*Task description*
Please copy each line of the records below that holds the word "Haverhill".

[Opening Dataset excerpts section]

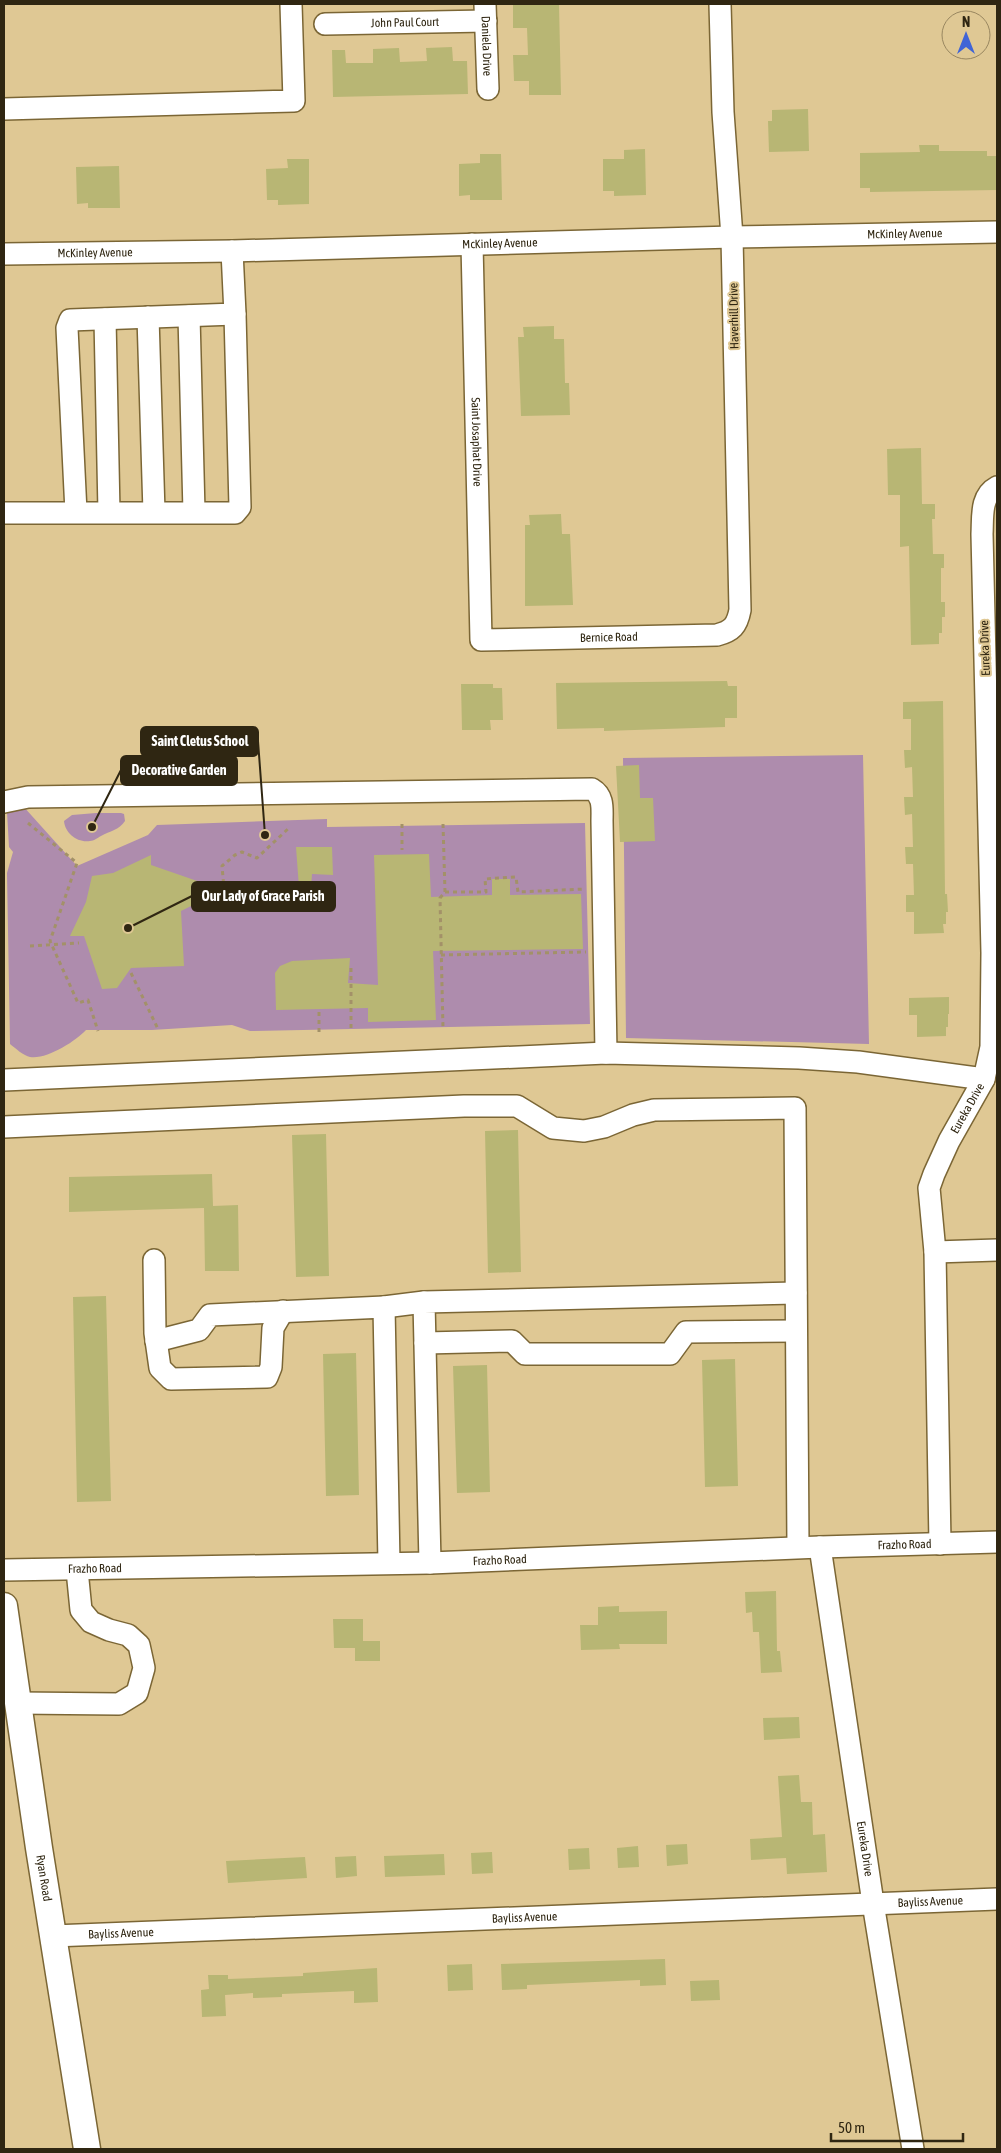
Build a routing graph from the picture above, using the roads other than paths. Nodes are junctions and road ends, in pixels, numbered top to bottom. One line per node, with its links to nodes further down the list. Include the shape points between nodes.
1 (291, 4): 6 (street, via 294,101)
2 (720, 4): 8 (street, Haverhill Drive, via 723,112)
3 (485, 12): 4 (street, John Paul Court); 5 (street, Daniela Drive)
4 (325, 24)
5 (488, 89)
6 (4, 109)
7 (997, 232): 8 (street, McKinley Avenue)
8 (732, 237): 9 (street, McKinley Avenue); 22 (street, Haverhill Drive, via 740,610)
9 (472, 244): 10 (street, McKinley Avenue); 23 (street, Saint Josaphat Drive)
10 (232, 251): 11 (street, McKinley Avenue); 12 (street)
11 (4, 254)
12 (235, 314): 13 (street); 20 (street, via 240,507 235,513)
13 (189, 316): 14 (street); 20 (street)
14 (148, 317): 15 (street); 19 (street)
15 (106, 319): 17 (street, via 70,320 67,328); 18 (street)
16 (994, 489): 24 (street, Eureka Drive, via 984,504 982,534)
17 (76, 512): 18 (street); 21 (street)
18 (109, 512): 19 (street)
19 (154, 512): 20 (street)
20 (194, 512)
21 (4, 513)
22 (734, 628): 23 (street, Bernice Road, via 717,635)
23 (481, 640)
24 (992, 722): 26 (street, Eureka Drive)
25 (4, 802): 27 (street, via 28,797 592,789 601,799)
26 (994, 953): 28 (street, Eureka Drive, via 991,1047)
27 (606, 1053): 28 (street, via 858,1062); 29 (street)
28 (984, 1079): 32 (street, Eureka Drive, via 929,1188)
29 (4, 1080)
30 (4, 1127): 34 (street, via 517,1106 553,1128 584,1131 654,1110 795,1108)
31 (997, 1250): 32 (street)
32 (935, 1252): 42 (street, Eureka Drive)
33 (154, 1260): 39 (street)
34 (796, 1293): 35 (street); 38 (street)
35 (424, 1302): 36 (street); 40 (street)
36 (384, 1307): 37 (street); 46 (street)
37 (282, 1311): 39 (street, via 210,1315 200,1330); 39 (street, via 273,1328 271,1367 267,1377 171,1379 160,1368)
38 (796, 1331): 40 (street, via 686,1332 670,1354 524,1354 512,1341); 44 (street)
39 (156, 1341)
40 (425, 1342): 45 (street)
41 (997, 1542): 42 (street, Frazho Road)
42 (940, 1544): 43 (street, Frazho Road)
43 (820, 1547): 44 (street, Frazho Road); 52 (street, Eureka Drive)
44 (798, 1548): 45 (street, Frazho Road)
45 (430, 1562): 46 (street, Frazho Road)
46 (389, 1563): 48 (street, Frazho Road)
47 (4, 1570): 48 (street, Frazho Road)
48 (77, 1570): 50 (street, via 81,1610 91,1622 128,1635 139,1645 144,1668 137,1693 119,1704)
49 (4, 1606): 50 (main road, Ryan Road)
50 (10, 1697): 53 (main road, Ryan Road)
51 (997, 1899): 52 (street, Bayliss Avenue)
52 (873, 1903): 53 (street, Bayliss Avenue); 55 (street, Eureka Drive)
53 (53, 1936): 54 (main road, Ryan Road)
54 (86, 2149)
55 (913, 2149)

[Closing Dataset excerpts section]

*Response box*
2 (720, 4): 8 (street, Haverhill Drive, via 723,112)
8 (732, 237): 9 (street, McKinley Avenue); 22 (street, Haverhill Drive, via 740,610)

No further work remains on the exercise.